A Tuareg group headed by a key Niger rebel leader said it rejects a peace deal brokered by Libyan leader Muammar Gaddafi between the fighters and the governments of Niger and Mali.
The FFR faction, led by Rhissa Ag Boula who was at the forefront of the Tuareg rebellion of 1990, said it would continue to “pursue the political and armed struggle until democratic order and justice are restored”.
The statement on the group’s official website adds to evidence of divisions among the fighters in the uranium-rich desert region that have stymied past peace accords and may threaten this one as well, Reuters reports.
Mali and Niger last wek agreed to a comprehensive peace deal with the main Tuareg rebel groups under which more than 1000 fighters had already laid down their arms.
Gaddafi said under the deal “there will be no single armed rebel left in the mountains of Mali and Niger and all those who used to lead the rebel movements are present alongside me”.
Gaddafi has brokered similar deals in the past two years but splintered Tuareg factions reneged on the pledges, blaming Mali and Niger for failing to respect the accords.
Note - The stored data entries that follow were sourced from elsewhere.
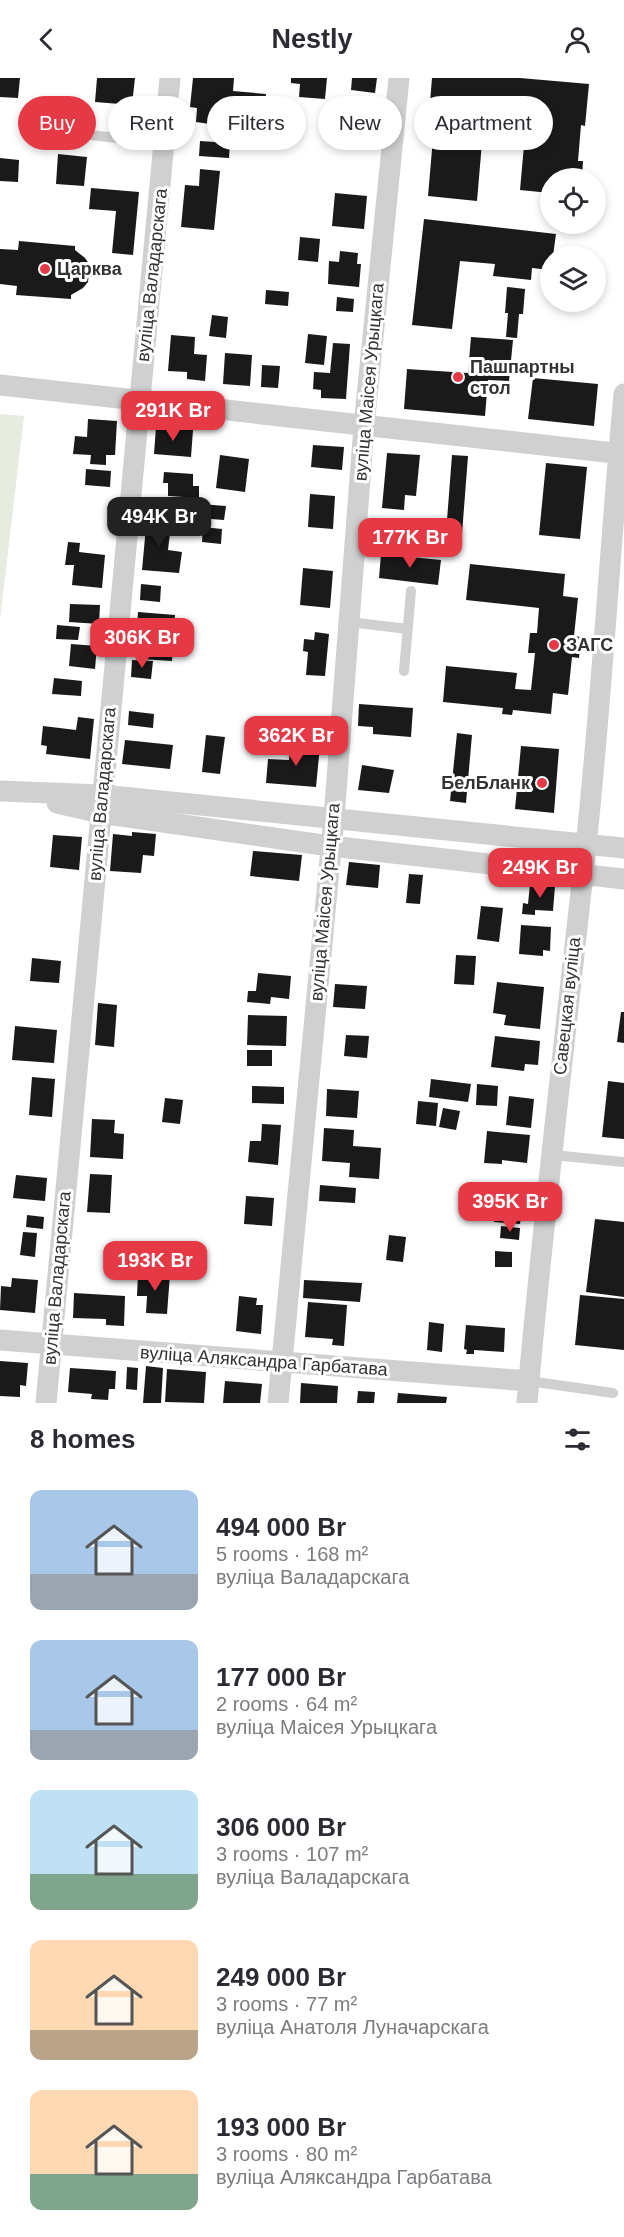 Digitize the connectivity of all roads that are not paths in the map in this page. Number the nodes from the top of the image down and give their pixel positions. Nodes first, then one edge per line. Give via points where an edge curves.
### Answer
1 (170, 78) edge
2 (399, 78) edge
3 (169, 96) edge
4 (164, 150) edge
5 (0, 385) edge
6 (624, 394) edge
7 (139, 399) junction
8 (364, 426) junction
9 (621, 454) edge
10 (411, 591) dead end
11 (349, 622) junction
12 (408, 629) junction
13 (404, 671) dead end
14 (7, 792) edge
15 (101, 804) junction
16 (334, 818) junction
17 (586, 844) junction
18 (330, 846) junction
19 (624, 848) edge
20 (582, 875) junction
21 (624, 879) edge
22 (553, 1155) junction
23 (624, 1162) edge
24 (0, 1340) edge
25 (51, 1344) junction
26 (282, 1362) junction
27 (529, 1381) junction
28 (613, 1393) dead end
29 (46, 1403) edge
30 (278, 1403) edge
31 (527, 1403) edge

1 - 3 street, вуліца Валадарскага
2 - 8 street, вуліца Маісея Урыцкага
4 - 7 street, вуліца Валадарскага
5 - 7 street
6 - 9 street, Савецкая вуліца
7 - 8 street
7 - 15 street, вуліца Валадарскага
8 - 9 street
8 - 11 street, вуліца Маісея Урыцкага
9 - 17 street, Савецкая вуліца
10 - 12 lane
11 - 12 lane
11 - 16 street, вуліца Маісея Урыцкага
12 - 13 lane
14 - 15 street
15 - 16 street
15 - 18 street
15 - 25 street, вуліца Валадарскага
16 - 17 street
16 - 18 street, вуліца Маісея Урыцкага
17 - 19 street
17 - 20 street, Савецкая вуліца
18 - 20 street
18 - 26 street, вуліца Маісея Урыцкага
20 - 21 street
20 - 22 street, Савецкая вуліца
22 - 23 lane
22 - 27 street, Савецкая вуліца
24 - 25 street, вуліца Аляксандра Гарбатава
25 - 26 street, вуліца Аляксандра Гарбатава
25 - 29 street, вуліца Валадарскага
26 - 27 street, вуліца Аляксандра Гарбатава
26 - 30 street, вуліца Маісея Урыцкага
27 - 28 lane
27 - 31 street, Савецкая вуліца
Nomadic Tuaregs launched uprisings in the Sahara in the 1960s and 1990s, and renewed rebellions since early 2007 against the governments of Niger and Mali have increased instability in a region where al Qaeda cells also operate.
International resource firms such as France’s Areva and Canada’s Cameco have mining operations in the area, home to vast deposits of uranium.
FFR’s statement came after Tuareg rebels belonging to the National Patriotic Front disarmed in a televised ceremony on Friday in Agadez in the north of the country.
Members of main rebel group Niger Movement for Justice had disarmed two days earlier, though a statement on its official website criticised the peace deal adding further evidence of divisions among the rebels.
Gaddafi, who in the past helped Tuareg rebels with money and weapons, urged Tuaregs to renounce violence and focus on sustaining peace and stability.